Exact copies of all the records below should be returned.

## Stored data entries
········

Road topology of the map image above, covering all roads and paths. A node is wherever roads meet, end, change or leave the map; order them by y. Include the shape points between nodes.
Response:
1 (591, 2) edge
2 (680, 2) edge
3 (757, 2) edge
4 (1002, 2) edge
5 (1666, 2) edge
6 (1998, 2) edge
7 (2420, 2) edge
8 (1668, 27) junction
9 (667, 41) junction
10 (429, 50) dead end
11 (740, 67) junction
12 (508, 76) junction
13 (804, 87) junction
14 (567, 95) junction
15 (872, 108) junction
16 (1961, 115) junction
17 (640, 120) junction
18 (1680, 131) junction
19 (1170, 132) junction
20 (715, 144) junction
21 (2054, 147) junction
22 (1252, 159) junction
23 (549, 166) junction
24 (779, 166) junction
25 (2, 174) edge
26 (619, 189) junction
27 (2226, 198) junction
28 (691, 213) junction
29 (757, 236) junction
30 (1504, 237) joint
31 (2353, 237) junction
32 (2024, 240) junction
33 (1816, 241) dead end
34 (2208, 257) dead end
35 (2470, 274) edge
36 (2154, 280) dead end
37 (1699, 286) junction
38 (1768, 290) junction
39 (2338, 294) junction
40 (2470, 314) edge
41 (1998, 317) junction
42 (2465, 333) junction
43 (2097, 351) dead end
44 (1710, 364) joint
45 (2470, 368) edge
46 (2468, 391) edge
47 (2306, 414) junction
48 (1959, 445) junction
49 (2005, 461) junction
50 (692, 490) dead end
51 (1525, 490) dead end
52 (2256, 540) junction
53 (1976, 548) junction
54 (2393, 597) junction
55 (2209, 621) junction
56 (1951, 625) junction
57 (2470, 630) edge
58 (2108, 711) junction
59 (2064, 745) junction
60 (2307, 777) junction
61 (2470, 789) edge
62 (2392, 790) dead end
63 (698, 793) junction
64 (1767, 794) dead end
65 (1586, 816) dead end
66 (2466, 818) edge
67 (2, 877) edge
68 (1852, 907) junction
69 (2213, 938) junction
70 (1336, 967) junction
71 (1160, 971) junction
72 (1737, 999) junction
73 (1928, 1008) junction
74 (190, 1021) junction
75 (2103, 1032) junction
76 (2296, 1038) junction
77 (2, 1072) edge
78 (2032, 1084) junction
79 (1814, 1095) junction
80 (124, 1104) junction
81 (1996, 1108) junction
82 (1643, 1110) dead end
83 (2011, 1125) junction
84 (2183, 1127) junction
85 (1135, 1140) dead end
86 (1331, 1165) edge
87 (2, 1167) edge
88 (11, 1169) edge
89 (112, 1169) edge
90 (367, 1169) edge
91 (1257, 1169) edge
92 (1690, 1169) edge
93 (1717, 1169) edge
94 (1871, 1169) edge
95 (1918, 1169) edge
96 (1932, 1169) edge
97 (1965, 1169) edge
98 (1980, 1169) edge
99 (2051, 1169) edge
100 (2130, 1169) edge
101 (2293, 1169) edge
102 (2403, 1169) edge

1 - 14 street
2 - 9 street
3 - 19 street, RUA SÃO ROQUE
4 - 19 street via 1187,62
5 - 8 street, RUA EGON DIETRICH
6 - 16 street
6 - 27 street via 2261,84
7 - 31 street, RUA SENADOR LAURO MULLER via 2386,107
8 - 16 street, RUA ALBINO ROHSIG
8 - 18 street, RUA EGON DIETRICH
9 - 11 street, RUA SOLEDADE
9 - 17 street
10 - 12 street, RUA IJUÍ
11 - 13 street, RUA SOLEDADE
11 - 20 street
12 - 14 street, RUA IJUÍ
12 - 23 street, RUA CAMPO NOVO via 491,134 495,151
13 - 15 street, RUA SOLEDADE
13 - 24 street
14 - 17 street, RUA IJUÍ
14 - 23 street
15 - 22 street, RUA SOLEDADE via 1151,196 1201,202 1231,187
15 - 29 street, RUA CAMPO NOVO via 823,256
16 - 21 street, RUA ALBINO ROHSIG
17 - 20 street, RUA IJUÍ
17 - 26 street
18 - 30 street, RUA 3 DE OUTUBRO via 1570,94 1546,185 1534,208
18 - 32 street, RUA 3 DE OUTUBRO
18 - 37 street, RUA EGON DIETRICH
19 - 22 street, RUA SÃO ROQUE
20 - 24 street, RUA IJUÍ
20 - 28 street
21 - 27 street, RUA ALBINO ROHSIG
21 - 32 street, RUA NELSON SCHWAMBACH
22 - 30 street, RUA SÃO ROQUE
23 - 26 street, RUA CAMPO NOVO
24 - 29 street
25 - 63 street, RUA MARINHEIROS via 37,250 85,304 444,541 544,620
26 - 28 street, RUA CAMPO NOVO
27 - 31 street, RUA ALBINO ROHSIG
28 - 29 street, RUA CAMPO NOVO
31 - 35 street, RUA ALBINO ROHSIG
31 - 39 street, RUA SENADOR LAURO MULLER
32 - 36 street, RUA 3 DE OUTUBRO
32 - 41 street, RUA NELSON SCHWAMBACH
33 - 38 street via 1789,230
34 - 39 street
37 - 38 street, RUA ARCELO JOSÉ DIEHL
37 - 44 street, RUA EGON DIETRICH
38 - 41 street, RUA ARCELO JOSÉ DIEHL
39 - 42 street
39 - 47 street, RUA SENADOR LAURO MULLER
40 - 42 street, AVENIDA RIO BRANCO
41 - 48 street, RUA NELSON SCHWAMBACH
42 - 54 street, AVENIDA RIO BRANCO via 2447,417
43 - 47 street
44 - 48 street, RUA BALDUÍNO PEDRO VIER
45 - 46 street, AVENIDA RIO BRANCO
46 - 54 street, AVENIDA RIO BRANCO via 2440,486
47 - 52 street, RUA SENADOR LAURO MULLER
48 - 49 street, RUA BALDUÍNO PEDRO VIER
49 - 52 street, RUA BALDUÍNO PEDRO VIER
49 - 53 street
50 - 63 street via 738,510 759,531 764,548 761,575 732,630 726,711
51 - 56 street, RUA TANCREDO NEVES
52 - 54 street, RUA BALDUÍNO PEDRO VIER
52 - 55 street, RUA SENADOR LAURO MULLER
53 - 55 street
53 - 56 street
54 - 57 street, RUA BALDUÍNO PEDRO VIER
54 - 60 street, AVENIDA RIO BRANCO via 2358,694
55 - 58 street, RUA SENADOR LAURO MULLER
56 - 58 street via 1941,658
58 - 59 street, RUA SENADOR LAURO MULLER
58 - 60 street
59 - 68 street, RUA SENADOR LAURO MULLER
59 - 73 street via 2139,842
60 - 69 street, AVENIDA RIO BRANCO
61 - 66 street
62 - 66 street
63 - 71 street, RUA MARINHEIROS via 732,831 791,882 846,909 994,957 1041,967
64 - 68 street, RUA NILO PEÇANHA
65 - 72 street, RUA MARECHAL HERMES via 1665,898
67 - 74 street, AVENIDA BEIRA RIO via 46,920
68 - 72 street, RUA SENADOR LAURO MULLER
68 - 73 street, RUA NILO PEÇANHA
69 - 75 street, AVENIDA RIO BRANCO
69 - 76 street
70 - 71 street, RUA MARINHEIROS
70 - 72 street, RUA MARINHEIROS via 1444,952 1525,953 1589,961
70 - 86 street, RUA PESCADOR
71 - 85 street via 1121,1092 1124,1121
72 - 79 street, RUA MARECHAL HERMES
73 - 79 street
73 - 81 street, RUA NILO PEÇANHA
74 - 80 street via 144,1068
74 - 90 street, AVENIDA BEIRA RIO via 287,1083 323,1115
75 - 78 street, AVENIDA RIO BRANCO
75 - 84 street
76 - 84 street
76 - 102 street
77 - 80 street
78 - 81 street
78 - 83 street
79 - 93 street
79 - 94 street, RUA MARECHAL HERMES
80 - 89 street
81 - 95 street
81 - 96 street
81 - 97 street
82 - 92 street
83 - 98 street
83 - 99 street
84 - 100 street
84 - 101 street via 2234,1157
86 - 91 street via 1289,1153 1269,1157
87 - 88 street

········

## THE ANSWER
Road topology of the map image above, covering all roads and paths. A node is wherever roads meet, end, change or leave the map; order them by y. Include the shape points between nodes.
Response:
1 (591, 2) edge
2 (680, 2) edge
3 (757, 2) edge
4 (1002, 2) edge
5 (1666, 2) edge
6 (1998, 2) edge
7 (2420, 2) edge
8 (1668, 27) junction
9 (667, 41) junction
10 (429, 50) dead end
11 (740, 67) junction
12 (508, 76) junction
13 (804, 87) junction
14 (567, 95) junction
15 (872, 108) junction
16 (1961, 115) junction
17 (640, 120) junction
18 (1680, 131) junction
19 (1170, 132) junction
20 (715, 144) junction
21 (2054, 147) junction
22 (1252, 159) junction
23 (549, 166) junction
24 (779, 166) junction
25 (2, 174) edge
26 (619, 189) junction
27 (2226, 198) junction
28 (691, 213) junction
29 (757, 236) junction
30 (1504, 237) joint
31 (2353, 237) junction
32 (2024, 240) junction
33 (1816, 241) dead end
34 (2208, 257) dead end
35 (2470, 274) edge
36 (2154, 280) dead end
37 (1699, 286) junction
38 (1768, 290) junction
39 (2338, 294) junction
40 (2470, 314) edge
41 (1998, 317) junction
42 (2465, 333) junction
43 (2097, 351) dead end
44 (1710, 364) joint
45 (2470, 368) edge
46 (2468, 391) edge
47 (2306, 414) junction
48 (1959, 445) junction
49 (2005, 461) junction
50 (692, 490) dead end
51 (1525, 490) dead end
52 (2256, 540) junction
53 (1976, 548) junction
54 (2393, 597) junction
55 (2209, 621) junction
56 (1951, 625) junction
57 (2470, 630) edge
58 (2108, 711) junction
59 (2064, 745) junction
60 (2307, 777) junction
61 (2470, 789) edge
62 (2392, 790) dead end
63 (698, 793) junction
64 (1767, 794) dead end
65 (1586, 816) dead end
66 (2466, 818) edge
67 (2, 877) edge
68 (1852, 907) junction
69 (2213, 938) junction
70 (1336, 967) junction
71 (1160, 971) junction
72 (1737, 999) junction
73 (1928, 1008) junction
74 (190, 1021) junction
75 (2103, 1032) junction
76 (2296, 1038) junction
77 (2, 1072) edge
78 (2032, 1084) junction
79 (1814, 1095) junction
80 (124, 1104) junction
81 (1996, 1108) junction
82 (1643, 1110) dead end
83 (2011, 1125) junction
84 (2183, 1127) junction
85 (1135, 1140) dead end
86 (1331, 1165) edge
87 (2, 1167) edge
88 (11, 1169) edge
89 (112, 1169) edge
90 (367, 1169) edge
91 (1257, 1169) edge
92 (1690, 1169) edge
93 (1717, 1169) edge
94 (1871, 1169) edge
95 (1918, 1169) edge
96 (1932, 1169) edge
97 (1965, 1169) edge
98 (1980, 1169) edge
99 (2051, 1169) edge
100 (2130, 1169) edge
101 (2293, 1169) edge
102 (2403, 1169) edge

1 - 14 street
2 - 9 street
3 - 19 street, RUA SÃO ROQUE
4 - 19 street via 1187,62
5 - 8 street, RUA EGON DIETRICH
6 - 16 street
6 - 27 street via 2261,84
7 - 31 street, RUA SENADOR LAURO MULLER via 2386,107
8 - 16 street, RUA ALBINO ROHSIG
8 - 18 street, RUA EGON DIETRICH
9 - 11 street, RUA SOLEDADE
9 - 17 street
10 - 12 street, RUA IJUÍ
11 - 13 street, RUA SOLEDADE
11 - 20 street
12 - 14 street, RUA IJUÍ
12 - 23 street, RUA CAMPO NOVO via 491,134 495,151
13 - 15 street, RUA SOLEDADE
13 - 24 street
14 - 17 street, RUA IJUÍ
14 - 23 street
15 - 22 street, RUA SOLEDADE via 1151,196 1201,202 1231,187
15 - 29 street, RUA CAMPO NOVO via 823,256
16 - 21 street, RUA ALBINO ROHSIG
17 - 20 street, RUA IJUÍ
17 - 26 street
18 - 30 street, RUA 3 DE OUTUBRO via 1570,94 1546,185 1534,208
18 - 32 street, RUA 3 DE OUTUBRO
18 - 37 street, RUA EGON DIETRICH
19 - 22 street, RUA SÃO ROQUE
20 - 24 street, RUA IJUÍ
20 - 28 street
21 - 27 street, RUA ALBINO ROHSIG
21 - 32 street, RUA NELSON SCHWAMBACH
22 - 30 street, RUA SÃO ROQUE
23 - 26 street, RUA CAMPO NOVO
24 - 29 street
25 - 63 street, RUA MARINHEIROS via 37,250 85,304 444,541 544,620
26 - 28 street, RUA CAMPO NOVO
27 - 31 street, RUA ALBINO ROHSIG
28 - 29 street, RUA CAMPO NOVO
31 - 35 street, RUA ALBINO ROHSIG
31 - 39 street, RUA SENADOR LAURO MULLER
32 - 36 street, RUA 3 DE OUTUBRO
32 - 41 street, RUA NELSON SCHWAMBACH
33 - 38 street via 1789,230
34 - 39 street
37 - 38 street, RUA ARCELO JOSÉ DIEHL
37 - 44 street, RUA EGON DIETRICH
38 - 41 street, RUA ARCELO JOSÉ DIEHL
39 - 42 street
39 - 47 street, RUA SENADOR LAURO MULLER
40 - 42 street, AVENIDA RIO BRANCO
41 - 48 street, RUA NELSON SCHWAMBACH
42 - 54 street, AVENIDA RIO BRANCO via 2447,417
43 - 47 street
44 - 48 street, RUA BALDUÍNO PEDRO VIER
45 - 46 street, AVENIDA RIO BRANCO
46 - 54 street, AVENIDA RIO BRANCO via 2440,486
47 - 52 street, RUA SENADOR LAURO MULLER
48 - 49 street, RUA BALDUÍNO PEDRO VIER
49 - 52 street, RUA BALDUÍNO PEDRO VIER
49 - 53 street
50 - 63 street via 738,510 759,531 764,548 761,575 732,630 726,711
51 - 56 street, RUA TANCREDO NEVES
52 - 54 street, RUA BALDUÍNO PEDRO VIER
52 - 55 street, RUA SENADOR LAURO MULLER
53 - 55 street
53 - 56 street
54 - 57 street, RUA BALDUÍNO PEDRO VIER
54 - 60 street, AVENIDA RIO BRANCO via 2358,694
55 - 58 street, RUA SENADOR LAURO MULLER
56 - 58 street via 1941,658
58 - 59 street, RUA SENADOR LAURO MULLER
58 - 60 street
59 - 68 street, RUA SENADOR LAURO MULLER
59 - 73 street via 2139,842
60 - 69 street, AVENIDA RIO BRANCO
61 - 66 street
62 - 66 street
63 - 71 street, RUA MARINHEIROS via 732,831 791,882 846,909 994,957 1041,967
64 - 68 street, RUA NILO PEÇANHA
65 - 72 street, RUA MARECHAL HERMES via 1665,898
67 - 74 street, AVENIDA BEIRA RIO via 46,920
68 - 72 street, RUA SENADOR LAURO MULLER
68 - 73 street, RUA NILO PEÇANHA
69 - 75 street, AVENIDA RIO BRANCO
69 - 76 street
70 - 71 street, RUA MARINHEIROS
70 - 72 street, RUA MARINHEIROS via 1444,952 1525,953 1589,961
70 - 86 street, RUA PESCADOR
71 - 85 street via 1121,1092 1124,1121
72 - 79 street, RUA MARECHAL HERMES
73 - 79 street
73 - 81 street, RUA NILO PEÇANHA
74 - 80 street via 144,1068
74 - 90 street, AVENIDA BEIRA RIO via 287,1083 323,1115
75 - 78 street, AVENIDA RIO BRANCO
75 - 84 street
76 - 84 street
76 - 102 street
77 - 80 street
78 - 81 street
78 - 83 street
79 - 93 street
79 - 94 street, RUA MARECHAL HERMES
80 - 89 street
81 - 95 street
81 - 96 street
81 - 97 street
82 - 92 street
83 - 98 street
83 - 99 street
84 - 100 street
84 - 101 street via 2234,1157
86 - 91 street via 1289,1153 1269,1157
87 - 88 street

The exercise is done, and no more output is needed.